Johan: “12.5 years, 3 albums, 36 songs”

In 1996, I went from New Amsterdam to the real Amsterdam, a Manhattan music journalist drawn by tales about a new wave of Dutch indie-rock in the wake of stateside success for Bettie Seveert’s album “Palomine.” The idea that there were more bands playing guitar-charged, English-language pop songs in the Netherlands -- a distinct shift from the club tunes and Euro ballads that dominated the continent -- was enough for Billboard magazine to send a writer in search of the sounds.

It’s a cliché to fall in love with Amsterdam at first sight, but it wasn’t just the bar lights reflecting off the canals at night that got me. There was also a kind of romance in the soundtrack I happened upon. One single, Johan’s “Everybody Knows,” stuck in my head from the second Ferry Roseboom played it for me. The label manager of Excelsior Recordings sussed out our kindred-spirit love of power-pop on the way to an Excelsior show in Utrecht (featuring Johan’s brethren, the excellent, Americana-laced Daryll-Ann and punk-pop Caesar). Ferry bet I’d love the song, and I did. “Everybody Knows” hit me as a small marvel of melody and melancholy, delivered with the edge of fresh emotion in ‘60s-meets-‘90s style.

And there was more where that came from.

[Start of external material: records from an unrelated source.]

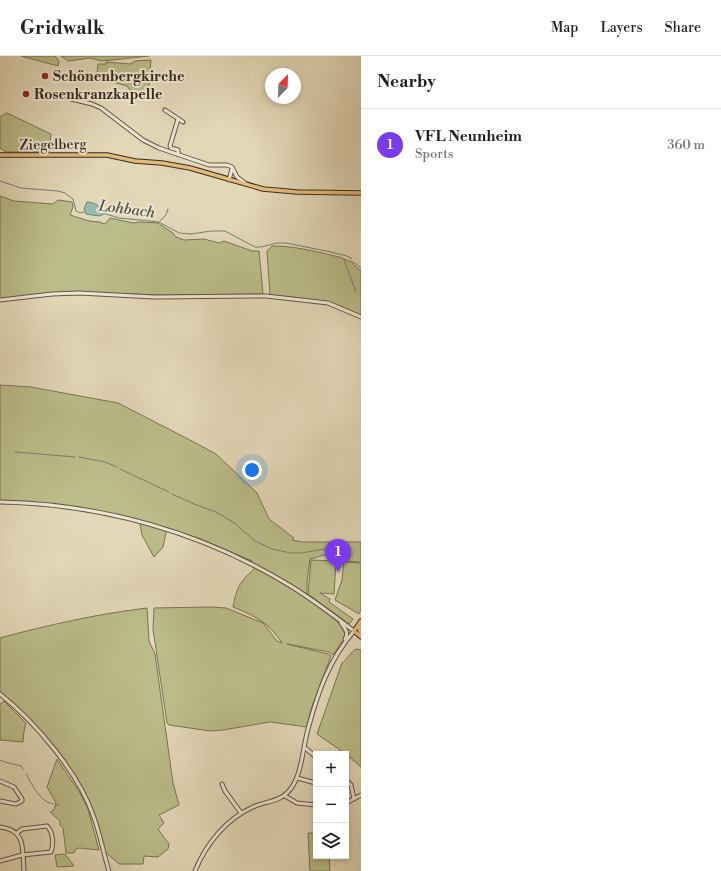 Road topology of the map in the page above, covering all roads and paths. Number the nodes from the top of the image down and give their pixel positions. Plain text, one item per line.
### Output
1 (63, 97) dead end
2 (165, 110) dead end
3 (178, 119) junction
4 (183, 122) dead end
5 (178, 154) junction
6 (0, 155) edge
7 (232, 167) junction
8 (236, 175) junction
9 (230, 180) junction
10 (248, 185) junction
11 (361, 193) edge
12 (0, 300) edge
13 (361, 317) edge
14 (0, 502) edge
15 (339, 620) junction
16 (361, 622) edge
17 (354, 631) junction
18 (361, 634) edge
19 (361, 637) edge
20 (344, 643) junction
21 (0, 694) edge
22 (304, 748) junction
23 (313, 755) edge
24 (297, 778) junction
25 (0, 781) edge
26 (313, 782) edge
27 (349, 783) edge
28 (222, 784) dead end
29 (361, 795) edge
30 (285, 796) junction
31 (354, 799) junction
32 (0, 801) edge
33 (349, 802) edge
34 (313, 805) edge
35 (241, 813) junction
36 (0, 827) edge
37 (17, 833) junction
38 (22, 855) junction
39 (0, 861) edge
40 (24, 871) edge
41 (109, 871) edge
42 (195, 871) edge

1 - 5 street
2 - 3 street
3 - 4 street
3 - 5 street
5 - 7 street
6 - 9 main road, Ziegelberg
7 - 8 street
7 - 9 street
8 - 9 street
8 - 10 street
9 - 10 main road, Ziegelberg
10 - 11 main road, Ziegelberg
12 - 13 street
14 - 15 street
15 - 17 street
15 - 20 street
16 - 17 main road
16 - 18 main road
17 - 19 main road
17 - 20 street
20 - 22 street
21 - 41 street
22 - 23 street
22 - 24 street
24 - 26 street
24 - 30 street
25 - 32 street
27 - 31 street
28 - 35 street
29 - 31 street
30 - 34 street
30 - 35 street
31 - 33 street
35 - 42 street
36 - 37 street
37 - 38 street
37 - 38 street
38 - 39 street
38 - 40 street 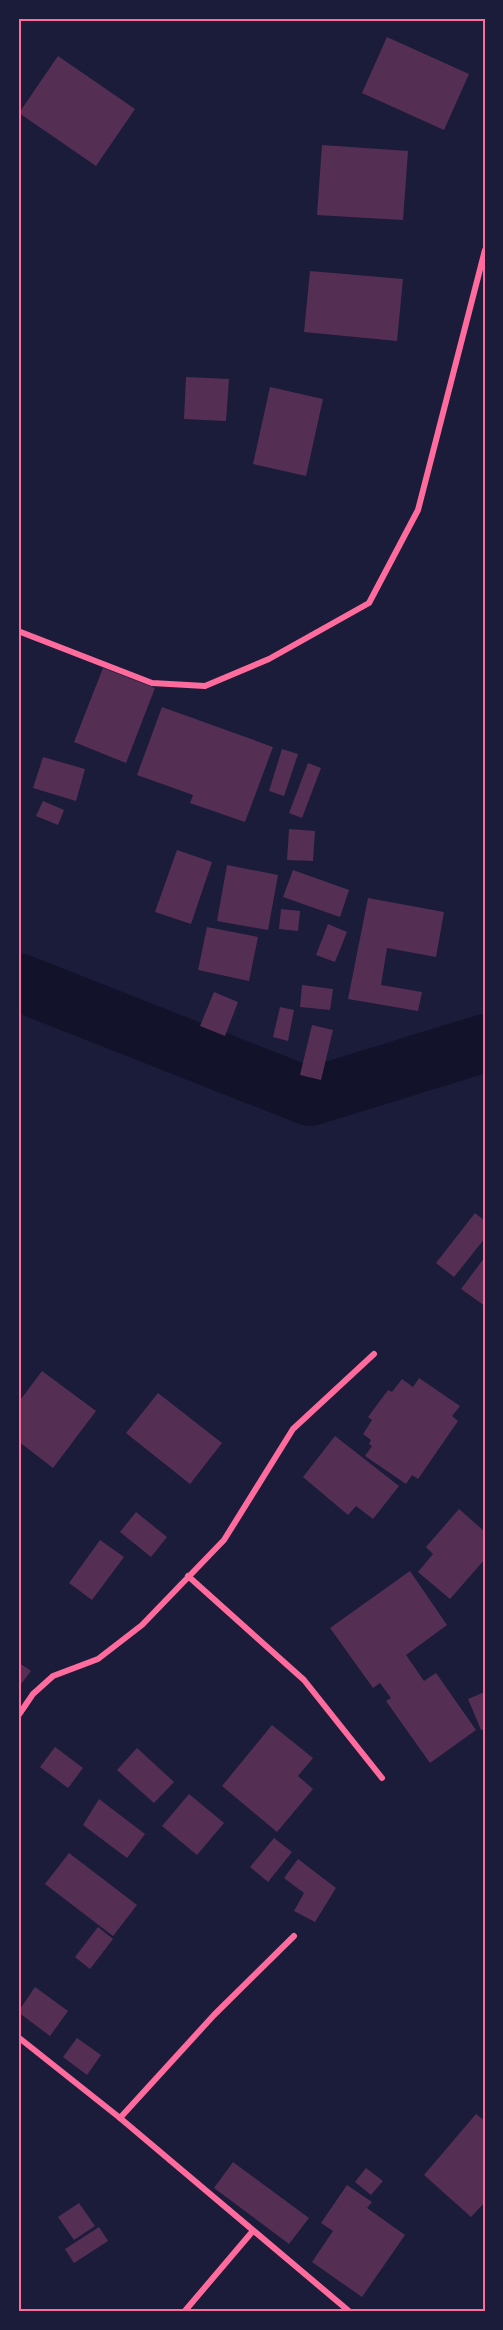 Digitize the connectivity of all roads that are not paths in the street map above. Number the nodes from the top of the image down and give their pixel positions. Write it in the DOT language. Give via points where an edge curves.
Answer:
graph roads {
  1 [pos="485,250"];
  2 [pos="18,631"];
  3 [pos="374,1354"];
  4 [pos="188,1576"];
  5 [pos="18,1716"];
  6 [pos="382,1778"];
  7 [pos="294,1936"];
  8 [pos="18,2037"];
  9 [pos="120,2118"];
  10 [pos="252,2232"];
  11 [pos="184,2312"];
  12 [pos="350,2312"];
  1 -- 2 [label="street" via="418,510 369,603 269,659 205,686 152,683"];
  3 -- 4 [label="street" via="293,1429 224,1540"];
  4 -- 5 [label="street" via="142,1625 98,1659 53,1677 33,1694"];
  4 -- 6 [label="street" via="304,1680"];
  7 -- 9 [label="street" via="214,2015"];
  8 -- 9 [label="street"];
  9 -- 10 [label="street"];
  10 -- 11 [label="street"];
  10 -- 12 [label="street"];
} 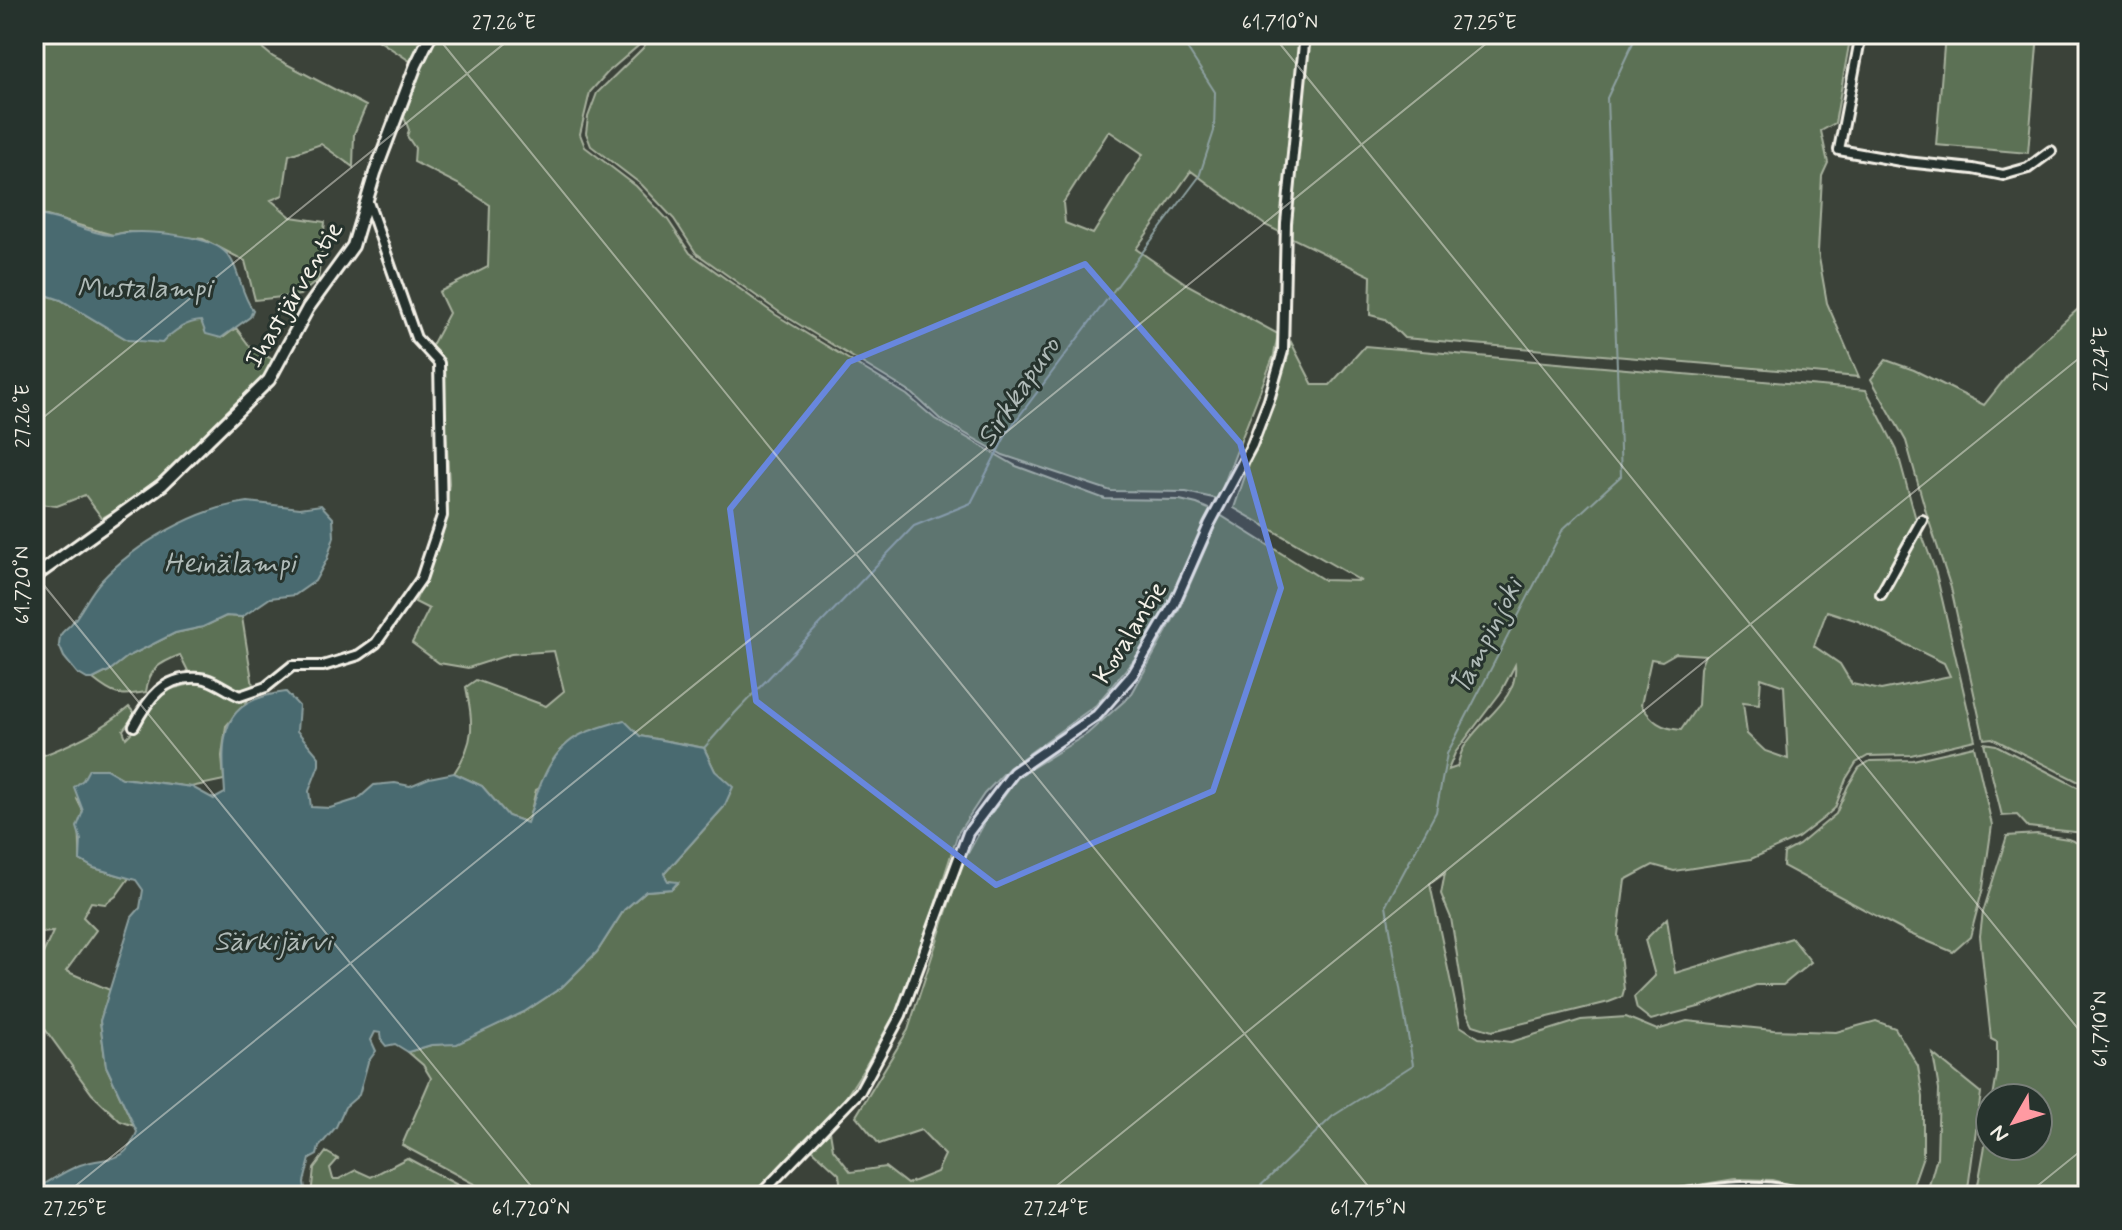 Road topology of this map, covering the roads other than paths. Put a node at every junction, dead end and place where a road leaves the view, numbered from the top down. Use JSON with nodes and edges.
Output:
{"nodes":[{"id":1,"x":431,"y":34,"type":"edge"},
{"id":2,"x":1305,"y":34,"type":"edge"},
{"id":3,"x":1861,"y":34,"type":"edge"},
{"id":4,"x":2051,"y":151,"type":"dead end"},
{"id":5,"x":368,"y":202,"type":"junction"},
{"id":6,"x":1922,"y":520,"type":"dead end"},
{"id":7,"x":34,"y":577,"type":"edge"},
{"id":8,"x":1881,"y":594,"type":"dead end"},
{"id":9,"x":134,"y":726,"type":"dead end"},
{"id":10,"x":759,"y":1196,"type":"edge"},
{"id":11,"x":1666,"y":1196,"type":"edge"},
{"id":12,"x":1813,"y":1196,"type":"edge"}],
"edges":[{"from":1,"to":5,"type":"street","name":"Ihastjärventie"},
{"from":2,"to":10,"type":"street","name":"Kovalantie"},
{"from":3,"to":4,"type":"street"},
{"from":5,"to":7,"type":"street","name":"Ihastjärventie"},
{"from":5,"to":9,"type":"street"},
{"from":6,"to":8,"type":"street"},
{"from":11,"to":12,"type":"street"}]}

Spinning Johan’s eponymous debut over and again, I found it had tunes for days: the great, propulsive “Not Funny Anymore (It’s)” became a new favorite, then “He’s Not There,” “Easy (It’s)” and “Porneaux.” There was range to the album, too, in the soaring, original Bowie homage “Life on Mars” and the keening guitar groove that caps “Brown Mice.” Unsung in the wider culture it may be, but “Johan” remains a power-pop classic, as addictive in 2008 as it was in 1996. And if I had good news to report in the pages of Billboard back then, this boxed set -- the band’s first three albums remastered, plus a DVD of videoclips -- points out something better: that Johan has managed to develop artistically despite the vicissitudes of the music business, building on its debut with 2001’s “Pergola” and 2006’s “THX JHN.”

But back to the start: The soul of Johan -- singer-guitarist and songwriter Jacob de Greeuw -- hails from Hoorn, about 30 miles outside Amsterdam. He and his initial mates formed a band in reaction to “all the crap” that had been passing for their nation’s popular music in years previous, naming their foursome after Dutch soccer star Johan Cruijff. Inspired by groups from the Beatles and Kinks to Guided by Voices and the Posies, they applied lessons learned with the alacrity of youth. De Greeuw had a gift for haunting melodies and words of commensurate feeling, his clear, open voice making him sound like someone you know. The band’s dynamic drums and wires were also captured by a sympathetic producer-engineer. Excelsior’s Frans Hagenaars, who helmed glory-era discs by Bettie Seveert and Daryll-Ann, has always framed the sound of a rock combo with the ear of a pop classicist.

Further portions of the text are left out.